Antes que o evidente fracasso da solução da “consolidação orçamental expansionista”, eufemismo para designar as políticas restritivas na moda, origine a generalização das reestruturações,é realmente importante, tal como defendi a propósito do recentemente descoberto “buraco” financeiro das contas da Região Autónoma da Madeira, no “post” «O BICHO DA MADEIRA», «… que a dívida pública, toda a dívida pública, seja objecto dum rigoroso processo de auditoria, quer no sentido do apuramento definitivo dos valores quer no da rigorosa determinação da sua cabimentação e indispensável aprovação, a fim dela ser extirpada de tudo o que foram ganhos indevidos porque aos cidadãos compete recusarem-se a pagar toda a dívida resultante de oportunismos e compadrios que têm medrado (e enriquecido) a expensas do prejuízo geral». Este procedimento aliviaria a dívida e seria muito mais pedagógico que a aplicação dum “haircut” genérico sobre o saldo em dívida, como se fez no caso grego, além do que transmitiria uma clara imagem da mudança de atitude dos gestores públicos.

Reconhecidas as verdadeiras origens desta crise e aceite a indispensabilidade da sua reestruturação (quer através da eliminação da dívida “suspeita” ou “ilícita”, quer da extensão da sua maturidade ou da conjugação das duas) ficará a faltar apenas um passo para que se minimize a probabilidade da sua repetição no futuro.

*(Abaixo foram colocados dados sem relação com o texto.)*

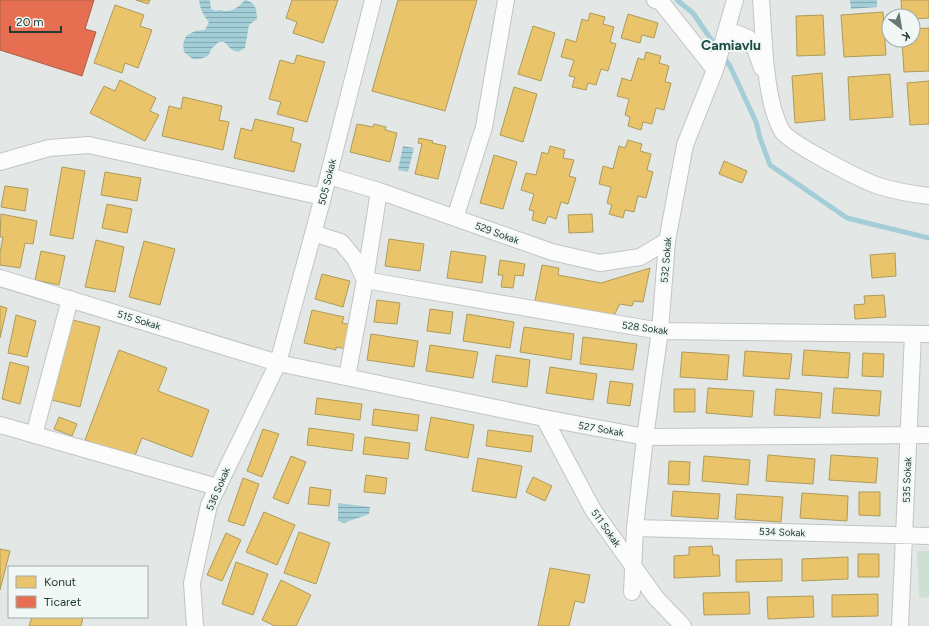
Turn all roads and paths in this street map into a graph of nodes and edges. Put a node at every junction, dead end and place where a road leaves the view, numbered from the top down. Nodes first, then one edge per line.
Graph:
1 (373, 0) edge
2 (507, 0) edge
3 (655, 0) edge
4 (735, 0) edge
5 (761, 0) edge
6 (725, 40) junction
7 (715, 70) junction
8 (768, 82) junction
9 (0, 162) edge
10 (329, 176) junction
11 (379, 190) junction
12 (929, 196) edge
13 (323, 197) junction
14 (455, 218) junction
15 (313, 233) junction
16 (667, 241) junction
17 (0, 278) edge
18 (365, 280) junction
19 (70, 299) junction
20 (660, 332) junction
21 (913, 334) junction
22 (929, 334) edge
23 (278, 363) junction
24 (347, 377) junction
25 (544, 418) junction
26 (0, 425) edge
27 (909, 434) junction
28 (34, 435) junction
29 (929, 435) edge
30 (645, 437) junction
31 (217, 487) junction
32 (634, 528) junction
33 (905, 536) junction
34 (929, 536) edge
35 (633, 566) junction
36 (632, 592) dead end
37 (195, 626) edge
38 (683, 626) edge
39 (900, 626) edge

1 - 10 street, 505 Sokak
2 - 14 street
3 - 7 street
4 - 6 street, 532 Sokak
5 - 8 street
6 - 7 street, 532 Sokak
6 - 8 street
7 - 16 street, 532 Sokak
8 - 12 street
9 - 13 street
10 - 11 street, 529 Sokak
10 - 13 street, 505 Sokak
11 - 14 street, 529 Sokak
11 - 18 street
13 - 15 street, 505 Sokak
14 - 16 street, 529 Sokak
15 - 18 street
15 - 23 street, 505 Sokak
16 - 20 street, 532 Sokak
17 - 19 street, 515 Sokak
18 - 20 street, 528 Sokak
18 - 24 street
19 - 23 street, 515 Sokak
19 - 28 street
20 - 21 street, 528 Sokak
20 - 30 street, 532 Sokak
21 - 22 street, 528 Sokak
21 - 27 street, 535 Sokak
23 - 24 street, 527 Sokak
23 - 31 street, 536 Sokak
24 - 25 street, 527 Sokak
25 - 30 street, 527 Sokak
25 - 35 street, 511 Sokak
26 - 28 street
27 - 29 street, 527 Sokak
27 - 30 street, 527 Sokak
27 - 33 street, 535 Sokak
28 - 31 street
30 - 32 street, 532 Sokak
31 - 37 street, 536 Sokak
32 - 33 street, 534 Sokak
32 - 35 street, 532 Sokak
33 - 34 street, 534 Sokak
33 - 39 street, 535 Sokak
35 - 36 street, 532 Sokak
35 - 38 street, 511 Sokak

Esse passo, um pequeno passo mas um verdadeiro salto de gigante na protecção do interesse geral, consiste tão simplesmente em fazer regressar o poder de criação da moeda à esfera pública, pois só o fim do monopólio privado desse poder poderá assegurar que os Estados e o interesse colectivo não voltem a ver-se na posição de reféns dos interesses pessoais dum pequeno número de grandes banqueiros.